◆ How to complete this task: Among the entries below, determine how many lines contain the word "HARLEQUIN" and state only that figure.

◆ Stored data entries:
• • • • •
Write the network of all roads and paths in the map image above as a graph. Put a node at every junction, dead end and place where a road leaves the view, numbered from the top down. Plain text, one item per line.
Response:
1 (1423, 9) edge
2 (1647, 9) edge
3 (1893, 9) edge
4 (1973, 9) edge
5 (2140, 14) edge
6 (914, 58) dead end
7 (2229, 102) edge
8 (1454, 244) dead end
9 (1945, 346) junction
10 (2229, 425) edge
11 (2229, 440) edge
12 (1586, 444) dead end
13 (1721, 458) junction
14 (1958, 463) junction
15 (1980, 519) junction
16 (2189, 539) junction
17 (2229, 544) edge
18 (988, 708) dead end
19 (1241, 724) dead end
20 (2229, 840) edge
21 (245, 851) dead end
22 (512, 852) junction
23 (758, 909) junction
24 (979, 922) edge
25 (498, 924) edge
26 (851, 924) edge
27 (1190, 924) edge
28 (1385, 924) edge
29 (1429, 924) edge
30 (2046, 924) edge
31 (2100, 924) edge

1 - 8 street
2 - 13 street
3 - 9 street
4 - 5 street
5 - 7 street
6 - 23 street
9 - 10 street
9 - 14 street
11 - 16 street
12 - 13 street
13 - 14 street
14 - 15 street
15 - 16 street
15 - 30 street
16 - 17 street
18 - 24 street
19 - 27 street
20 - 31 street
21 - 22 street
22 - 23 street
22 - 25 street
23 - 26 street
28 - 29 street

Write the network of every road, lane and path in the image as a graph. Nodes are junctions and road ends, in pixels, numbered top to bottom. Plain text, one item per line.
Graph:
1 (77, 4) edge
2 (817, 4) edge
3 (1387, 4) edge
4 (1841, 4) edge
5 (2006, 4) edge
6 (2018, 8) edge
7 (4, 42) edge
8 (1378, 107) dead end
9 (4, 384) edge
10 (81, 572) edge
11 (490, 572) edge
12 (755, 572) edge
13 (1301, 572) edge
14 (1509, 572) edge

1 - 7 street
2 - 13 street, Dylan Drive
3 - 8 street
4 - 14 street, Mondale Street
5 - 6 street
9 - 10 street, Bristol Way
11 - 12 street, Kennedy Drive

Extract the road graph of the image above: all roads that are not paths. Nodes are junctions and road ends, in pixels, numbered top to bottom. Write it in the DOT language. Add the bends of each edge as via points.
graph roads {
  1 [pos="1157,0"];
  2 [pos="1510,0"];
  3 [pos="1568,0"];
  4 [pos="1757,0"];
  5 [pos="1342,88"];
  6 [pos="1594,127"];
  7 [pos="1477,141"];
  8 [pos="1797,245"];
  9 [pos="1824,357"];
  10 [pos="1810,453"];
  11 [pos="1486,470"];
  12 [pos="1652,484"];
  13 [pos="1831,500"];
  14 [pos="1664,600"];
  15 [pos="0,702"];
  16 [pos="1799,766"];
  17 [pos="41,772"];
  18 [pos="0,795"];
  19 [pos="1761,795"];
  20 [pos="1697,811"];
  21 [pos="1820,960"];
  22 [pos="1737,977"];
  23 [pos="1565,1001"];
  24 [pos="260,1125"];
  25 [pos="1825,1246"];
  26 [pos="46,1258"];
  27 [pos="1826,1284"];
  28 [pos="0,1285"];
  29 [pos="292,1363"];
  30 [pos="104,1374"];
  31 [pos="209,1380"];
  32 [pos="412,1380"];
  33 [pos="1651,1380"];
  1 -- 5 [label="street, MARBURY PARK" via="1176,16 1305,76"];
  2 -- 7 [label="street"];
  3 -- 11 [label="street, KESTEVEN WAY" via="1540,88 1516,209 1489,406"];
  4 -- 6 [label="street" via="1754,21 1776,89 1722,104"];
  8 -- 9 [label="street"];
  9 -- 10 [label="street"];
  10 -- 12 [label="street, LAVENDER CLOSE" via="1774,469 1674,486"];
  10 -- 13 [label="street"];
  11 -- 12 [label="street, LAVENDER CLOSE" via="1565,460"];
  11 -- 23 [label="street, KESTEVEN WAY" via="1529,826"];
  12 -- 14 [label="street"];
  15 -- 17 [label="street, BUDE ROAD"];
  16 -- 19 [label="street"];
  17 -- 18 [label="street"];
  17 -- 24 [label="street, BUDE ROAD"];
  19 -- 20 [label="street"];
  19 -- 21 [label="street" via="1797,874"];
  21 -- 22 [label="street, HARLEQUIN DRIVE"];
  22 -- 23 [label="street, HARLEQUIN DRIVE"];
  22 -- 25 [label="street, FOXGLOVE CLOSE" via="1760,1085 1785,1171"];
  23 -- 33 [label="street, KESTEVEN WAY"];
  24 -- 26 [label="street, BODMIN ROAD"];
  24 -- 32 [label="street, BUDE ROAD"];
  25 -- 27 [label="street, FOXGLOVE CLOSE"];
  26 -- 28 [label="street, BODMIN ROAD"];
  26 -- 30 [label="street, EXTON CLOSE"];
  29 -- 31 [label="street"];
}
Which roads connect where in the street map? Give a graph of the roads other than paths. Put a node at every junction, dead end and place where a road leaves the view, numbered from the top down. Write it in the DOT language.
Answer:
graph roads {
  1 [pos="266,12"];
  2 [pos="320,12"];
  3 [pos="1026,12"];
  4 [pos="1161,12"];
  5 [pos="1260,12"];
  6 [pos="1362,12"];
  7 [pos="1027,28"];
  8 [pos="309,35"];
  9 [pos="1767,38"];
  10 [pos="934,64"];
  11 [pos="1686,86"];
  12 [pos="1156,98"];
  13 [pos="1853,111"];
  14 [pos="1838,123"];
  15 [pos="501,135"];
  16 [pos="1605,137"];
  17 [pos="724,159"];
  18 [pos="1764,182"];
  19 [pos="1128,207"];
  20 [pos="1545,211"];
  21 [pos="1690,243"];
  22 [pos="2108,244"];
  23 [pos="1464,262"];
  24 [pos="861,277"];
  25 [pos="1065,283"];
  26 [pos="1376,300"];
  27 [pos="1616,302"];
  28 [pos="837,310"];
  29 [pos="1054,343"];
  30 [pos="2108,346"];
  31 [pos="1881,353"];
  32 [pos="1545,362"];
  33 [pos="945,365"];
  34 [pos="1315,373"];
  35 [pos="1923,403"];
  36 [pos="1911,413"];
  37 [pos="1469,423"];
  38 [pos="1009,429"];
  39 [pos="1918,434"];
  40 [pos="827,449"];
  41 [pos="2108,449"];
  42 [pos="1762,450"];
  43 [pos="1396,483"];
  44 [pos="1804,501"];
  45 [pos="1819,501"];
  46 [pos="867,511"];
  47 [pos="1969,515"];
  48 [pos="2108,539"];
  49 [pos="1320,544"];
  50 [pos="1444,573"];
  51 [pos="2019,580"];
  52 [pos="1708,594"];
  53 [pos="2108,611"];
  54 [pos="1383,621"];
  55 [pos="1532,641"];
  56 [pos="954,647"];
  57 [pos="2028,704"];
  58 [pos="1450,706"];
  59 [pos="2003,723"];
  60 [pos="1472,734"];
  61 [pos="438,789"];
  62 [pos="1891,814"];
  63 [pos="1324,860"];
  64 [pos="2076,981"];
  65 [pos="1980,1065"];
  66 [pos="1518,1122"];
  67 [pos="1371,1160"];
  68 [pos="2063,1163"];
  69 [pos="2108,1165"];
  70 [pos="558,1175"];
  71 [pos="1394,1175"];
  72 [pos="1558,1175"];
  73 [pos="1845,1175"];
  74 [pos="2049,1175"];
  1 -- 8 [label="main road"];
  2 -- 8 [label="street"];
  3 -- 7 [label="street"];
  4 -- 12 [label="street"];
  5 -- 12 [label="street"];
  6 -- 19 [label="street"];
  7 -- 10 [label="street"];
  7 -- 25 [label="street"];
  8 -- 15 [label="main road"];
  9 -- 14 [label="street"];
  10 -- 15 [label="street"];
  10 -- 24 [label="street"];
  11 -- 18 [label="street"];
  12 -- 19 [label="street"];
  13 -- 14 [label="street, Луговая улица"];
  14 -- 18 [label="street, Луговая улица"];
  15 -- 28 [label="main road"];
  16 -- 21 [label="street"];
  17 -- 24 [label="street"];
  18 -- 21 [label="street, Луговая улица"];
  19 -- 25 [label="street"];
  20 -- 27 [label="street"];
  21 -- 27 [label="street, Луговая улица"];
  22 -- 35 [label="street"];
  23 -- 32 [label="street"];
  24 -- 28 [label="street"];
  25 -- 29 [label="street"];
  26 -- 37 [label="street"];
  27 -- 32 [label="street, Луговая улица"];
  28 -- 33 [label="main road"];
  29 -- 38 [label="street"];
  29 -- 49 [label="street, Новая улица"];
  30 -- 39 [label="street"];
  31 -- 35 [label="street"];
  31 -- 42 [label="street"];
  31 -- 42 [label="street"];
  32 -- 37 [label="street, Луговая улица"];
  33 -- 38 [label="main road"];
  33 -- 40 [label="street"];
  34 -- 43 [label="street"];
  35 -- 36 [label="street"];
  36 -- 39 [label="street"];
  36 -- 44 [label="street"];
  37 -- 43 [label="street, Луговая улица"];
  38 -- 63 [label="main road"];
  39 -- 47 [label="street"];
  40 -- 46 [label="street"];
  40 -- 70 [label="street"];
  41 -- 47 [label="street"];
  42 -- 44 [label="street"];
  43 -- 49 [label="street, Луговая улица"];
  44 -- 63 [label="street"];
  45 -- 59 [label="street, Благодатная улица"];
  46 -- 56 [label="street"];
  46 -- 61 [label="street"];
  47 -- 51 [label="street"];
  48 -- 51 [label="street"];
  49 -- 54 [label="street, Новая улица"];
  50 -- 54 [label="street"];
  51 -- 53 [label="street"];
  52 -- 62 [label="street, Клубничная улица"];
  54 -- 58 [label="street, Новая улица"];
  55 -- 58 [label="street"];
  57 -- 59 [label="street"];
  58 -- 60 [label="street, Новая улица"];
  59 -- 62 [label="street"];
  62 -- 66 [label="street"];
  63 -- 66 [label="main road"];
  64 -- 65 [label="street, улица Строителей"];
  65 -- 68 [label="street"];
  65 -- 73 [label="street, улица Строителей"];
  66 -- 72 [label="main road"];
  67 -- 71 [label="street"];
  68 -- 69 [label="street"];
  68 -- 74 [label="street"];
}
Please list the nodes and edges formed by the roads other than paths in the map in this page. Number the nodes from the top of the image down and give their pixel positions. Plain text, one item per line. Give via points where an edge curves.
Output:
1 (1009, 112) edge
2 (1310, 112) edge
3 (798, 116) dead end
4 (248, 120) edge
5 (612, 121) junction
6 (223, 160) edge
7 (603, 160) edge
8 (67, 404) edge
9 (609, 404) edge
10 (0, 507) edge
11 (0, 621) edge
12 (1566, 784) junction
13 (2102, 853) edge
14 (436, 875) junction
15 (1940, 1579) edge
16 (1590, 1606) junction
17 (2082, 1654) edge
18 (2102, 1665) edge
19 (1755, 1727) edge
• • • • •
◆ Answer section: 2